‘My heart is sad and heavy,

In this merry month of May,

As I stand beneath the lime-tree

On the bastion old and gray.’

‘This moment’ has come. As Mrs. Denis, routed, but by no means vanquished, disappears hastily round one corner of the pretty cottage, someone else comes round the other. A young girl, singing sweetly, merrily, though in a subdued voice. Just as she reaches her corner she looks behind her; her singing ceases, and an amused look brightens her face—a face that has known much sadness. Again she looks behind her, as if expecting something, this time turning her back on Wyndham; and now, a moment later, a huge dog tears across the grass and literally flings himself upon the girl, whose tall but slender frame seems to give way beneath his canine embraces. For a second only; then she recovers herself, her pliant body sways forward, and, catching the dog’s handsome head in her arms, a merry tussle ensues between them. It is almost a dance, so agile is the girl, so bent is the dog on entering into the spirit of the fun with all his heart.
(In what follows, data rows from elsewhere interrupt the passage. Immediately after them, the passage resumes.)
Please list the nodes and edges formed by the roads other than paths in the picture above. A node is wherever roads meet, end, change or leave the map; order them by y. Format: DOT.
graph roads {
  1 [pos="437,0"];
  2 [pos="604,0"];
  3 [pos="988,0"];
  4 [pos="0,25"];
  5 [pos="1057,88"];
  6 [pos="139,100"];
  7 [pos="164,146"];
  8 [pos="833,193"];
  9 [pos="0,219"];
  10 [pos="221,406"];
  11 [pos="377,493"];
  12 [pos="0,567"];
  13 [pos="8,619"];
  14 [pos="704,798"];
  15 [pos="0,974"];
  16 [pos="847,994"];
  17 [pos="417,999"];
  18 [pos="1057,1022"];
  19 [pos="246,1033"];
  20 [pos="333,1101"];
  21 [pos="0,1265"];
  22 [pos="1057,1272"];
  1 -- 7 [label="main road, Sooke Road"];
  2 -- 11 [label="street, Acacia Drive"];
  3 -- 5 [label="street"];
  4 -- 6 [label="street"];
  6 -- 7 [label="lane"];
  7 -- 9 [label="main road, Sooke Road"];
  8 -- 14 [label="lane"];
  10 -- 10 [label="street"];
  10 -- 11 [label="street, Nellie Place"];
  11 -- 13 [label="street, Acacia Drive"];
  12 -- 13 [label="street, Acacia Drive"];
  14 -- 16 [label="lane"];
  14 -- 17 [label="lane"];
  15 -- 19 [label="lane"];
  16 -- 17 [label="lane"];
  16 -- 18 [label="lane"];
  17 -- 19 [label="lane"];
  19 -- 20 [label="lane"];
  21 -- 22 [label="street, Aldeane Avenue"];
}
Wyndham, watching, feels no sense of amusement. Indignation is still full upon him, and now it grows more intense as he sees the dog—his dog—a brute hitherto devoted to himself, lavishing its affection upon an utter stranger.

He makes an impatient movement, which the dog’s quick eye sees, and, bolting from his late companion, he comes bounding towards Wyndham, from whom, it must be confessed, he gets but a poor welcome.

The girl, turning, surprised at the dog’s desertion of her, becomes suddenly aware that there is someone beyond, and as Wyndham emerges into sight she makes a movement to fly, then stands stricken, as if turned to stone.

It is impossible, under the circumstances, but that she should be known to Wyndham; but as he looks at her he tells himself that, if he had not known that Denis had brought her down here on the morning of the Professor’s death, he would never have recognised her. Her dress, for one thing, is so different. Of course he had found time to send a cheque to Mrs. Moriarty before going abroad for the use of the ‘waif,’ as he had somehow called the girl to himself, not knowing her name—a sum handsome enough to dress her as the young heiress of a most unexpected three hundred a year should be dressed—and it comes to him now that the ‘waif’ had not been slow in the spending of it. No doubt Mrs. Moriarty had been the ‘middle man,’ but the ‘waif’ had known what she was about, or else some well-born instinct had directed her.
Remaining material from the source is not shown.